What you have to do: In how many lines of the listing below does the word "screen" occur? Say only the number.
[[ The input open ]]
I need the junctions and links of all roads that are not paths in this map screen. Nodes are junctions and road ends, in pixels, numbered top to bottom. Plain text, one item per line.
[[ The input closed ]]
[[ The input open ]]
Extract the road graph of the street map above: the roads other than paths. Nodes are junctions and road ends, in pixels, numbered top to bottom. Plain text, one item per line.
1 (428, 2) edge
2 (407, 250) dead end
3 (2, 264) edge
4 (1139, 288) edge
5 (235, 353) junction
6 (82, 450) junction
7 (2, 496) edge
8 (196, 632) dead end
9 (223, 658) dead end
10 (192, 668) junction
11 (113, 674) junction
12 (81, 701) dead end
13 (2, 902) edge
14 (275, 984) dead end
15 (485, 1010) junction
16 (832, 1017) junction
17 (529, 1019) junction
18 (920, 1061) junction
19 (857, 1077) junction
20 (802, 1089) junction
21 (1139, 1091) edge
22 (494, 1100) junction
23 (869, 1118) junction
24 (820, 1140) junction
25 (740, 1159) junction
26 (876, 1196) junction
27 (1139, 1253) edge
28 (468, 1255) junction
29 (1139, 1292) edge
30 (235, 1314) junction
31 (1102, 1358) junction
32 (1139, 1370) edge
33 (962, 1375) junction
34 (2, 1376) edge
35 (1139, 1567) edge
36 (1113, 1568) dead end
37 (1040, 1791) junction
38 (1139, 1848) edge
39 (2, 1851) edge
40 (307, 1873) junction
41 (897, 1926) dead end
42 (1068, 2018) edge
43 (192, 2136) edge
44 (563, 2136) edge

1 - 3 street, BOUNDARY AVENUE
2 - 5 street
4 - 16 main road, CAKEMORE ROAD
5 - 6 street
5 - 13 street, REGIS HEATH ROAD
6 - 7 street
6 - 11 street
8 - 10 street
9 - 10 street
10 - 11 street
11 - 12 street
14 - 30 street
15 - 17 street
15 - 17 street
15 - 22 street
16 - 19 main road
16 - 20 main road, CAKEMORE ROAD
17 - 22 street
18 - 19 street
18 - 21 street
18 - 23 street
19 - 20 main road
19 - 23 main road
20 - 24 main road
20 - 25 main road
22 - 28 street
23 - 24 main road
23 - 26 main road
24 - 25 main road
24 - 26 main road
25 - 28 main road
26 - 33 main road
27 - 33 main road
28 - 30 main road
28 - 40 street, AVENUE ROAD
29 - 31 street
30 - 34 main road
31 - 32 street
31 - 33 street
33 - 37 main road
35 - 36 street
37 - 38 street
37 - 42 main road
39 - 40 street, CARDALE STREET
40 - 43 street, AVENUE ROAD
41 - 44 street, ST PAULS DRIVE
[[ The input closed ]]
[[ The input open ]]
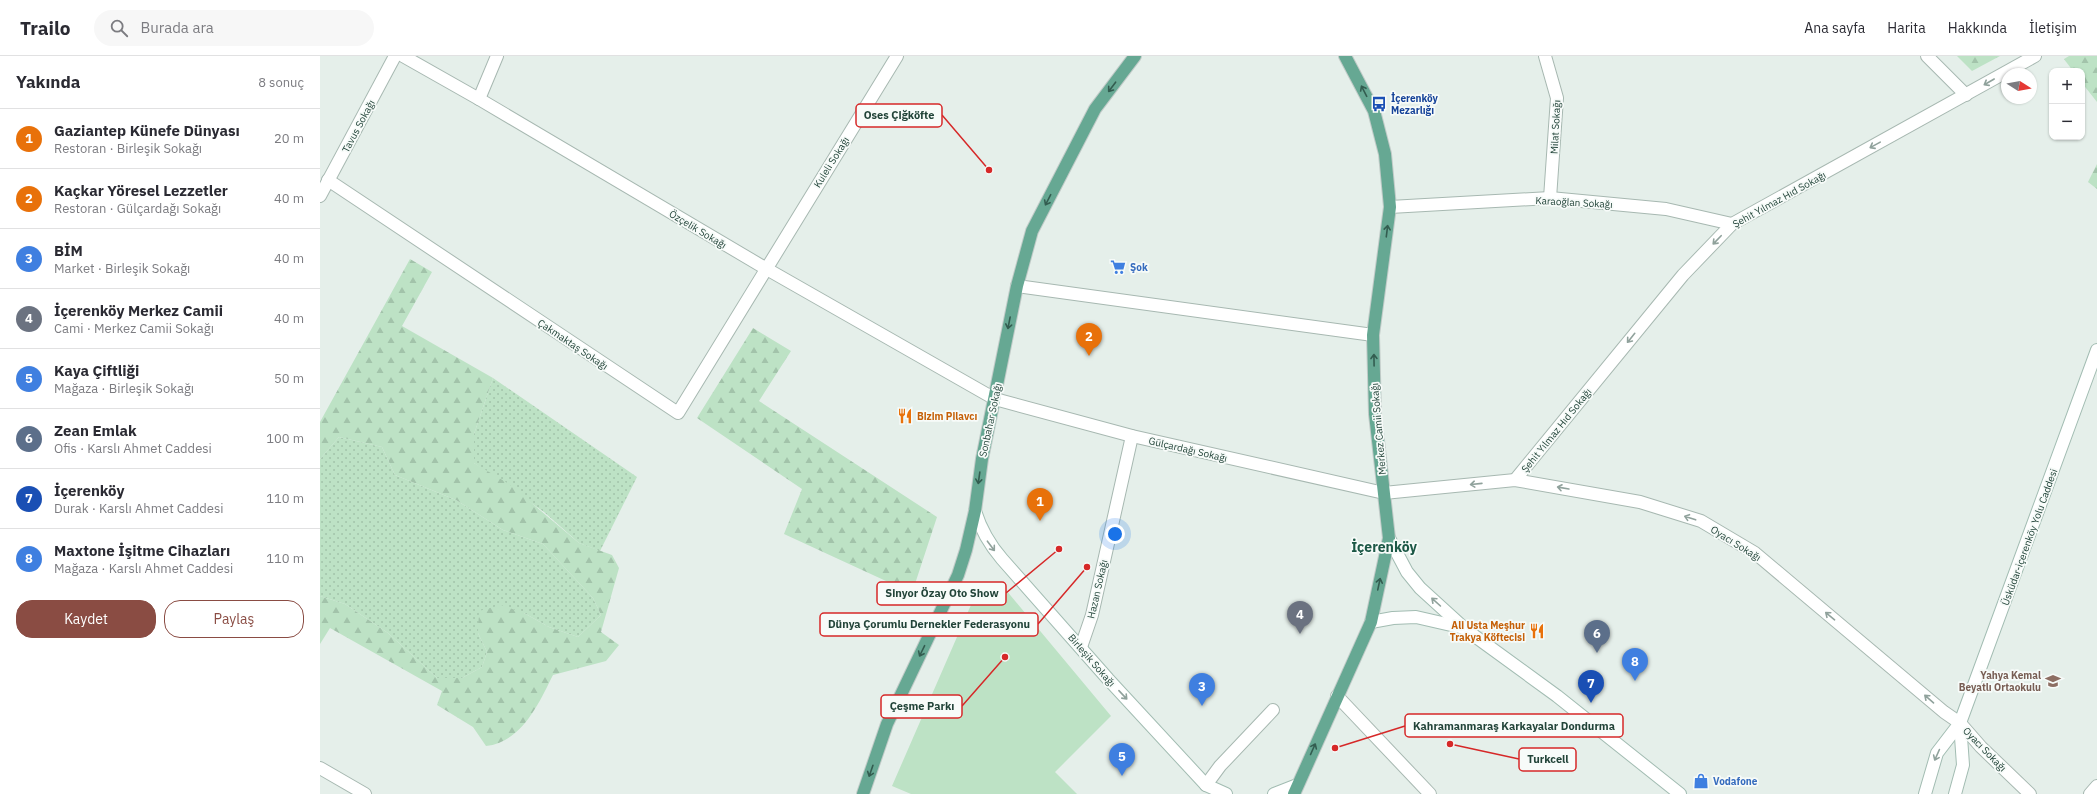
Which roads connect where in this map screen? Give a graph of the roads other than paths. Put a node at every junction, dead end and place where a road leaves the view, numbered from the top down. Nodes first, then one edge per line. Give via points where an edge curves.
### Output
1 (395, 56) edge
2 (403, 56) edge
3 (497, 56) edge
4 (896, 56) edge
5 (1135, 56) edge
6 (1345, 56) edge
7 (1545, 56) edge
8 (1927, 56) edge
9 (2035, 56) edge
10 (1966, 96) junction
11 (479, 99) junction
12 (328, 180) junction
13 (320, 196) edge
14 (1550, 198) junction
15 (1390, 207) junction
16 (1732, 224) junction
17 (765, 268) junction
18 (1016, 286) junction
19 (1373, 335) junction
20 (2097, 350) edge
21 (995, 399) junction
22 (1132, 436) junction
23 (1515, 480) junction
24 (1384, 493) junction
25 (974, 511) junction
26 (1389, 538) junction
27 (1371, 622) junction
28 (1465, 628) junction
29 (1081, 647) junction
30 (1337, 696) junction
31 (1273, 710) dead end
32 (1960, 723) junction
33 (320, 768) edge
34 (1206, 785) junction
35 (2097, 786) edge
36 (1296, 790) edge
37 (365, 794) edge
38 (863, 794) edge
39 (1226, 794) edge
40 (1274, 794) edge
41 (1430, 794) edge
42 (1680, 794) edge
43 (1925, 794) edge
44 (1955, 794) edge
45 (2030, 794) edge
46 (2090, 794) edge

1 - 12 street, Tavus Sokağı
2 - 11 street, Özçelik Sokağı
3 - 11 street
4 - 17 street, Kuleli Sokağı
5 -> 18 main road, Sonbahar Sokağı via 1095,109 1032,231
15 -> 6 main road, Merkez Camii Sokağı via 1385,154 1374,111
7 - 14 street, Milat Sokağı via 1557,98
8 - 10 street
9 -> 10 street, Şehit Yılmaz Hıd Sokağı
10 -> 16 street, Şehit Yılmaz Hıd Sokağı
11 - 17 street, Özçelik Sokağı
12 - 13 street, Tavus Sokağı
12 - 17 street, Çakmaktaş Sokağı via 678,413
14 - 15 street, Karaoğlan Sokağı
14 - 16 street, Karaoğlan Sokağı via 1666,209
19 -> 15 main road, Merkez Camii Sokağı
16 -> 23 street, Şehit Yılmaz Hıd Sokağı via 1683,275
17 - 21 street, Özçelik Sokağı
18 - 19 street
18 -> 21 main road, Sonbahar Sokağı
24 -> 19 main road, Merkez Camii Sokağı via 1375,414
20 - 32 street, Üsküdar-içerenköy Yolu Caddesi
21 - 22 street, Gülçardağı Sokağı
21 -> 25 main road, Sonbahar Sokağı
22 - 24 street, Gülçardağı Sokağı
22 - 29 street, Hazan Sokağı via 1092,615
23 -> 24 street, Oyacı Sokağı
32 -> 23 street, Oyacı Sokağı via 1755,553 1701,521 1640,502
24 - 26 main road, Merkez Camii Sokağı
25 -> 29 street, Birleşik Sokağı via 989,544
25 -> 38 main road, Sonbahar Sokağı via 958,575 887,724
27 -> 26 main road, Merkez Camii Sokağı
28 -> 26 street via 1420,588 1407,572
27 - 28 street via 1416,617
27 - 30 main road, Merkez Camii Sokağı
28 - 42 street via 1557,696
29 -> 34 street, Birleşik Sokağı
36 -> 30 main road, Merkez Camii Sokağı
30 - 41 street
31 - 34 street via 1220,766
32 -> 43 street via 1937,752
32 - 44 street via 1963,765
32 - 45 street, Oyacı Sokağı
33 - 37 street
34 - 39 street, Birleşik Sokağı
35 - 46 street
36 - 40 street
[[ The input closed ]]
Your response: 2